This article was originally written as a contribution to the VSM Consortium blog (see link below):
https://www.vsmconsortium.org/blog/insights-from-the-vsm-pulsemeter (May 16, 2023)
–
The purpose of this article is to present the main findings of the recent PulseMeter poll on VSM conducted by TechStrong Research and Atlassian.
You can also watch on-demand the webinar with Helen Beal, Jeff Keyes, and Mitch Ashley: Webinar “Accelerate Software Development Flow with Value Stream Management”.
At the end of this article, you will find a link to access the full PulseMeter report.
–
VSM is at an Early Adoption Stage in the Digital World
While VSM approaches have been around for decades, their application in IT services is still in its infancy.
The PulseMeter results confirm the findings of our lastState of VSM Report 2022: VSM is at an early adoption stage for digital products and services with only 15% already seeing significant benefits.

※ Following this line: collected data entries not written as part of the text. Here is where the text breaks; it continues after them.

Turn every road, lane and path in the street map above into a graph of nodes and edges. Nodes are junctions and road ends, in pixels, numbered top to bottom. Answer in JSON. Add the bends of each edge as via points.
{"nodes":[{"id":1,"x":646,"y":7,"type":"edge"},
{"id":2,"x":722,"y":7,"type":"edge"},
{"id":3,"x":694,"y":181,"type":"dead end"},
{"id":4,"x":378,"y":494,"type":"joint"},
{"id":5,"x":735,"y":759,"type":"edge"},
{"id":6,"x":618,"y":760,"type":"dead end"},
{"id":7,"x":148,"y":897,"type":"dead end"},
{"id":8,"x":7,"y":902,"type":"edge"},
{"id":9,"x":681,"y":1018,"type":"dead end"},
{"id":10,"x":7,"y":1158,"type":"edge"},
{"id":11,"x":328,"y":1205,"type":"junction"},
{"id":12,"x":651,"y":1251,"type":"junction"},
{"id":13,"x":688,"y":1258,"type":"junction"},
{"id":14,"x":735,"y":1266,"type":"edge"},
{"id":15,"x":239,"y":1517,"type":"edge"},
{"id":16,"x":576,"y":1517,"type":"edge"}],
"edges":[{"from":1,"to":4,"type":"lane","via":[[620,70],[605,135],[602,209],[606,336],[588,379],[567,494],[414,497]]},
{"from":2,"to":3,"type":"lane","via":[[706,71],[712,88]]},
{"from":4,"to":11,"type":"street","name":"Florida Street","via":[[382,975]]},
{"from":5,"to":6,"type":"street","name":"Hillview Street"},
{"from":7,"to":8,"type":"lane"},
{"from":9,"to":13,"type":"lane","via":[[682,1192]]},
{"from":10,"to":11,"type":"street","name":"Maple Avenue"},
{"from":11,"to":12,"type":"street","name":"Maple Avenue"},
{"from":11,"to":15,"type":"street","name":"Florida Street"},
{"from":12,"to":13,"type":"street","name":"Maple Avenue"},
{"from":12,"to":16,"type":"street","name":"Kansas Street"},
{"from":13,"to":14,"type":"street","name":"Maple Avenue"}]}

The reasons for adopting a VSM approach are multiple, and aim both to do things better (flow efficiency)
and to deliver more outcomes to customers (value realization, effectiveness).
The PulseMeter results confirm this duality inherited from the principles of Lean thinking with expected benefits of improving the flow of a value stream as a whole (23%), increasing customer value and outcomes (19%) while removing bottlenecks (17%) and waste (14%).
–
Lead and Align the Organization around Value Streams
Leaders of a VSM initiative must develop and share a long-term vision and foster continuous improvement of ways of working (see The VSM implementation roadmap).
To this end, the VSM journey is confronted with all kinds of challenges, starting with organizational and cultural issues. PulseMeter reports that the most important challenge is “Misaligned organizational responsibilities or structure” for 20% of the poll participants.
“Ultimately, the success of any VSM initiative depends on the organization’s willingness to change and break down the silos between product management, application development, data management, operations, and infrastructure groups.”
If we want a digital value stream that delivers a continuous flow of value to its customers and users, it is no longer possible to maintain the project mode that must struggle to coordinate contributions and dependencies between functional groups.
Optimizing the value stream requires cross-functional product teams aligned with the organization’s strategy, objectives, and key results.
–
Integrate Tools and their Data all along Value Streams
DevOps toolchains are often considered exclusively from the perspective of CICD pipelines, which can already represent multiple tools to be integrated to automate the activities of development, testing, deployment, provisioning, security, etc.
The notion of a value stream is even broader than that of CICD pipelines and must cover the end-to-end chain,
from the emergence of the idea to the delivery of value to its customers.
As a result, the wider range of tools to be connected as part of a VSM implementation accentuates the integration and data management issues, which are further discussed in the PulseMeter report to explain the second most important challenge: data integrity and consistency (18%).
Organizations can leverage a VSMP platform implementation to overcome silos, data challenges, and opinion-driven conversations, and gradually adopt a data-driven initiative.
The good news is that work is underway to address these issues with, for example, the creation of the OASIS Value Stream Management Interoperability (VSMI) Technical Committee or the emergence of Value Stream Architect roles within our companies.
–
Measure what Matters Most in each Situation
PulseMeter results show that organizations rely on different sources to determine which metrics to track.
Questions during the webinar also illustrated a need for more guidance in identifying and defining which ones really matter in each context.
The challenges mentioned above regarding integration and data management issues should not block the initiative. Instead, it is crucial to start by measuring the baseline, the starting point from which to measure progress and communicate with leaders about the accomplishments, successes, or failures of our VSM initiative.
The first step is to align metrics with the objectives to be achieved or the problems to be solved. Customer satisfaction is the ultimate goal and must be the focus of our activities, such as Time To Value measurements rather than Time To Market.
This can be done by using homegrown metrics or standard metrics while ensuring that the achievement of internal indicators does not become a goal in itself. Bryan Finster points out this exact pitfall in his article “How to Misuse & Abuse DORA Metrics” where he examines how DORA metrics – which represent a level of operational efficiency – can be abused.